EGYPT: Developers and investors are considering their response to the government's revised feed-in-tariff (FIT) and its second call for wind projects to start on 28 October.

Egypt's installed wind capacity remains stuck on 810MW with no new build this year

International arbitration is now on offer, but there doubts over how it will work and the payment terms are decidedly less attractive.

It is very unlikely that any of the projects awarded in Round 1 will reach financial close by the deadline of 27 October. This is largely due to concerns among potential backers over currency risk and the lack of international arbitration.

While the government has announced that the seat of arbitration for Round 2 will be offshore, doubts remain.

"From the information we have so far it seems to be local arbitration followed by a right of appeal to have an international process," said Rob McNabb, partner at Eversheds law firm. The government appears intent on addressing the issue, but "we still need a bit of detail to say for certain", he said.

There is no doubt over the drop in tariffs, however. The starting rate for 2,500 operating hours, for example has been cut from US$114.8/MWh (€103/MWh) in Round 1 to $79.6/MWh In Round 2.

At the same time, 40% of the tariff will now be converted at an exchange rate of EGP 8.88 to the dollar, with the remaining 60% at the rate available when the payment is due. In Found 1 the figures were 30% of EGP 7.15, and 70% at the rate available on the due date.

To be eligible for Round 2, 40% of funding must come from Egyptian sources and 40% of components must be sourced locally. In Round 1 the threshold for both funding and components was 30%.

Developers are still weighing up their response. Some developers believe they can achieve better results elsewhere, given the risks involved, while other feel they can make it work.

Enel Green Power has already decided to withdraw. "The Enel group has been reviewing its business development opportunities in Egypt, and we are not going to take part in the second round of the FIT programme because conditions are not in line with the group’s growth targets," the company said.

The multinational banks are also assessing the situation. The International Finance Corporation (IFC), for example, which did not participate in Round 1, is "evaluating how to support the private sector participation in the second round of the FIT programme", said spokesperson Frederick Jones.

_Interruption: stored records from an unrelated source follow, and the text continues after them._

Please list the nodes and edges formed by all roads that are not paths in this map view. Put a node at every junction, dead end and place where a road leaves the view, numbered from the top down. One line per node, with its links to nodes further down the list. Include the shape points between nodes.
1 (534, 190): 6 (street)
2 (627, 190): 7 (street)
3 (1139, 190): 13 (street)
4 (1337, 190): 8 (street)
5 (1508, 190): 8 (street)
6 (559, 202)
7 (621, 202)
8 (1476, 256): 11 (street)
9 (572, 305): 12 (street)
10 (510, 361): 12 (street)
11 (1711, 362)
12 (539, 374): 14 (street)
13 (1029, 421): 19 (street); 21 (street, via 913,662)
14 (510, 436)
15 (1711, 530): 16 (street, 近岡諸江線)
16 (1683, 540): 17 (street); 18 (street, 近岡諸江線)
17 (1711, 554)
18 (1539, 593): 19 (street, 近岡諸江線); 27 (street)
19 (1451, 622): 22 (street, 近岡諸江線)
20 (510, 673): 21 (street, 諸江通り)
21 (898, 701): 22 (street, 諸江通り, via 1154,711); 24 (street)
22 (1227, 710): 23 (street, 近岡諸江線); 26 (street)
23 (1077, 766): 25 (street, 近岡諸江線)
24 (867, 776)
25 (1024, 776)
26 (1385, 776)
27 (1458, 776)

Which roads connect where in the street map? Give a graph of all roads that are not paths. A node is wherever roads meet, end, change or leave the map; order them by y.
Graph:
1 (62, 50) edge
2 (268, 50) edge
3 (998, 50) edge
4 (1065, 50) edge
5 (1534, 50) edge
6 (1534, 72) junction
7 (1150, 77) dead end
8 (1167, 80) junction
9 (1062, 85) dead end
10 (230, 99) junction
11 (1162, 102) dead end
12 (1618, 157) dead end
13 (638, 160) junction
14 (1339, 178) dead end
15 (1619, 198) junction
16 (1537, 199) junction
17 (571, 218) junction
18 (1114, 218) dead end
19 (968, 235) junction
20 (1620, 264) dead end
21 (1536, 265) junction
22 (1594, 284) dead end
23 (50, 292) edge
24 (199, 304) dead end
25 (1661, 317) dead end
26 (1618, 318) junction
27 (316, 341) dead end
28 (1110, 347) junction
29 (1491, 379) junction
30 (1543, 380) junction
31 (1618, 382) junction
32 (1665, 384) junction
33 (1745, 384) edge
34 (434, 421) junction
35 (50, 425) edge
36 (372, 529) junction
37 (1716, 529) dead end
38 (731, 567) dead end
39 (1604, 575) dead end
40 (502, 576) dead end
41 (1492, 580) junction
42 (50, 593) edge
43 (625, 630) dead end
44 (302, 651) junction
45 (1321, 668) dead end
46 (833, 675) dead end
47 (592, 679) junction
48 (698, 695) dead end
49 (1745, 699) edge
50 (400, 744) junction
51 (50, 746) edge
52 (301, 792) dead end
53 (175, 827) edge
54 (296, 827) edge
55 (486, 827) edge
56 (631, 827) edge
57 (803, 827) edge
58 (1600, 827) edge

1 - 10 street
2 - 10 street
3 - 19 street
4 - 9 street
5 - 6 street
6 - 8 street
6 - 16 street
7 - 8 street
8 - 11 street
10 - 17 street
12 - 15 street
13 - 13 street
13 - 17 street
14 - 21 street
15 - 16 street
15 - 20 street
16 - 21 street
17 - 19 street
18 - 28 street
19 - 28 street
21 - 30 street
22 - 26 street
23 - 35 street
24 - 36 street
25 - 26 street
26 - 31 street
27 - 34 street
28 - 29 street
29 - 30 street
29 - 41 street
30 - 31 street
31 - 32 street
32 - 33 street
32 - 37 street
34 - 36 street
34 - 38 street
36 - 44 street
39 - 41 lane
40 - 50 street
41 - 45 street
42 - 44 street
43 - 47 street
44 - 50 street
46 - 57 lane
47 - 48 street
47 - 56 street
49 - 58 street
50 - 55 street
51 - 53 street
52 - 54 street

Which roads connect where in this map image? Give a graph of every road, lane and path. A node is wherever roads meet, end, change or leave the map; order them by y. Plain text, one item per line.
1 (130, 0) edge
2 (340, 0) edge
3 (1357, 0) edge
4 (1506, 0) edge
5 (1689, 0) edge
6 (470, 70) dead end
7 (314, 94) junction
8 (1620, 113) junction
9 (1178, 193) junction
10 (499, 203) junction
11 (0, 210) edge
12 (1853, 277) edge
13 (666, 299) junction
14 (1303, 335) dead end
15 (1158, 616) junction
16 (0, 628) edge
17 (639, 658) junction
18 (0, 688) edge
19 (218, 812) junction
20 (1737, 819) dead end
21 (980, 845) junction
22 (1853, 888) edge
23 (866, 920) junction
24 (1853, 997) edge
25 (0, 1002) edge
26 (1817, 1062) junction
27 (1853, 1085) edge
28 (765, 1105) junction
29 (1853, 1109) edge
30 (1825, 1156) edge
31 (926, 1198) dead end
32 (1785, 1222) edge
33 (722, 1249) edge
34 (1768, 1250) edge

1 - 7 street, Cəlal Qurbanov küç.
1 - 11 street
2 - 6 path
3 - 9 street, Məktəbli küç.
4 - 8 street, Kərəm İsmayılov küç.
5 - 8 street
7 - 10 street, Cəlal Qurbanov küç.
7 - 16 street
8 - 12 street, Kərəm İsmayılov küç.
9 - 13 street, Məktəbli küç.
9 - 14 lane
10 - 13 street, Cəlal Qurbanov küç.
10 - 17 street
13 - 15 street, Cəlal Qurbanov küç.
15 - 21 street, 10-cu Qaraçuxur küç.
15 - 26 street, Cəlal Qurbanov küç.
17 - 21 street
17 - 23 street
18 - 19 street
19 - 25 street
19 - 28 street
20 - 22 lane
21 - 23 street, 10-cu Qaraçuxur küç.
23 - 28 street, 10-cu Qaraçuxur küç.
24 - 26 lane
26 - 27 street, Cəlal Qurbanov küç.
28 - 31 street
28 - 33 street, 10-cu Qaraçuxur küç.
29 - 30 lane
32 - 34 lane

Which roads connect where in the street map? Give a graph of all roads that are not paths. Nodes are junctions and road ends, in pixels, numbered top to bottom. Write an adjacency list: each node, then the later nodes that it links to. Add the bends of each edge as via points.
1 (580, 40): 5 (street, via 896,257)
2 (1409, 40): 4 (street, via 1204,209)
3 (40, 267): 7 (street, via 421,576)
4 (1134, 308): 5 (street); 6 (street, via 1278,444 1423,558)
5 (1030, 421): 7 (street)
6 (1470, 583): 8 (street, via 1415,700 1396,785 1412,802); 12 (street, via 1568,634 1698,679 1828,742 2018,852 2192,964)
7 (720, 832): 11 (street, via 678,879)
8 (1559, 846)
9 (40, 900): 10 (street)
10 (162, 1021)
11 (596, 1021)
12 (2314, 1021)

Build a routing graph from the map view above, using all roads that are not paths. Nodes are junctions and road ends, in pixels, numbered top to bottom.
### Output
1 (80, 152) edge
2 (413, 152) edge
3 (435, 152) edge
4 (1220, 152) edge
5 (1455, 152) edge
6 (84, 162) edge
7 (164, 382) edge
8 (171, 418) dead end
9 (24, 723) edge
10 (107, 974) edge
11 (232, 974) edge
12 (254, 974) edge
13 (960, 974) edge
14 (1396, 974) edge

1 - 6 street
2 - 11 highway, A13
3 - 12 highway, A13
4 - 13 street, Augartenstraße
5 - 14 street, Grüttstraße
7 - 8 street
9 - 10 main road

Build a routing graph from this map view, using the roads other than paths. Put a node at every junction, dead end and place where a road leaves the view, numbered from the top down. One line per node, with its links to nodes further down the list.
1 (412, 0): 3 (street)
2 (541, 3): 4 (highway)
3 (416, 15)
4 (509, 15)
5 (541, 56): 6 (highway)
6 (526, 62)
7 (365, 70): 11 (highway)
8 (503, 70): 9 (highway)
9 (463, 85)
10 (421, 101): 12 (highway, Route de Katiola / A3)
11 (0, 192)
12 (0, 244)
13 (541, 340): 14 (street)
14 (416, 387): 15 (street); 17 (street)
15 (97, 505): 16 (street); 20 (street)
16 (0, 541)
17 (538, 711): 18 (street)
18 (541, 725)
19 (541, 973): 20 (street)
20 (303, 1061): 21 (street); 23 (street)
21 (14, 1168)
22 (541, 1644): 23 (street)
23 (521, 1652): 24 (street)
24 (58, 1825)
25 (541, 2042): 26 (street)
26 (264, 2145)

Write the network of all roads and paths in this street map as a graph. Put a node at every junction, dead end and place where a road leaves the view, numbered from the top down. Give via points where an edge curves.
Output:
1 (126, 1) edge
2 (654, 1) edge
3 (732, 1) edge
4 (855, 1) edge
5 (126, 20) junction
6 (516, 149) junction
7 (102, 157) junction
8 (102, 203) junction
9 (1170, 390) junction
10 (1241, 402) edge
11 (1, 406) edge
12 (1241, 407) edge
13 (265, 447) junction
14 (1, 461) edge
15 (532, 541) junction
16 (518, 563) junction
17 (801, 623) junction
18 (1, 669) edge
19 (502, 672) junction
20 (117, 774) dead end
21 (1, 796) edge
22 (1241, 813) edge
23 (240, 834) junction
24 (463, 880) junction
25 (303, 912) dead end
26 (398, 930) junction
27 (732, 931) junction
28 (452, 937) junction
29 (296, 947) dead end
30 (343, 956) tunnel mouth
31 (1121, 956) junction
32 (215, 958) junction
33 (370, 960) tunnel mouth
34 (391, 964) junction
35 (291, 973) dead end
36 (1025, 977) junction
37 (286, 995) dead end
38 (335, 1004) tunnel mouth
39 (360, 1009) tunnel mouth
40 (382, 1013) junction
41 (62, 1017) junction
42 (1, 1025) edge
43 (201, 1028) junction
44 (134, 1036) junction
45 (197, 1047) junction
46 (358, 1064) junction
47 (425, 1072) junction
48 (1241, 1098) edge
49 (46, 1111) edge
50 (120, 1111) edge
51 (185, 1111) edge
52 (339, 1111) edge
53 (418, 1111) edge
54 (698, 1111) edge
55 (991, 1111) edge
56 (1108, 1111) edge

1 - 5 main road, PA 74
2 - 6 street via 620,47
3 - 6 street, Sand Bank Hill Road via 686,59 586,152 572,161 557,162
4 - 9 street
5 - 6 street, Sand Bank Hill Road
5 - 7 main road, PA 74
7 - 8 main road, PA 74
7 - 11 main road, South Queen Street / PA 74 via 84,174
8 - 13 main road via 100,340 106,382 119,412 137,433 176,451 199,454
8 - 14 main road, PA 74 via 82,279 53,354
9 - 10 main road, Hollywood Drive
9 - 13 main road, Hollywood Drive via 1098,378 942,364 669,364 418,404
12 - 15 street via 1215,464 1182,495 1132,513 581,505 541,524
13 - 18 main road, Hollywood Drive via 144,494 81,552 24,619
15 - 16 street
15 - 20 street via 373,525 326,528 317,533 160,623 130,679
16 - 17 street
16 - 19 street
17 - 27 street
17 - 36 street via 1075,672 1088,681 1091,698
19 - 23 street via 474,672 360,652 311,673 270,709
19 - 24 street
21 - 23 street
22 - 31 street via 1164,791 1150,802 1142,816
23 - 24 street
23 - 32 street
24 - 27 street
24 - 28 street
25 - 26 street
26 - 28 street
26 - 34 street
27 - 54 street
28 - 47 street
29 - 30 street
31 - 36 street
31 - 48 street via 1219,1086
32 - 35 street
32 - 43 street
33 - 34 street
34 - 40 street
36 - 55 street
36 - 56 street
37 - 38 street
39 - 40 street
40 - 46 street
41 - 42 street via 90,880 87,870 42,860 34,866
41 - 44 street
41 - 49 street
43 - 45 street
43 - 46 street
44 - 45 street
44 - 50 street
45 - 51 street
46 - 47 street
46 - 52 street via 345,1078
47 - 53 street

Developers pre-qualified under Round 1 can apply to terminate their projects by 27 October, and then re-apply under Round 2. New applicants will nly be admitted if the 2GW target is not achieved.

Time will tell how many will re-apply, but having failed to secure any projects in Round 1, the stakes are high. "It is important for Egypt to deliver on Round 2. If not, it will lead to wider market concerns," said McNabb.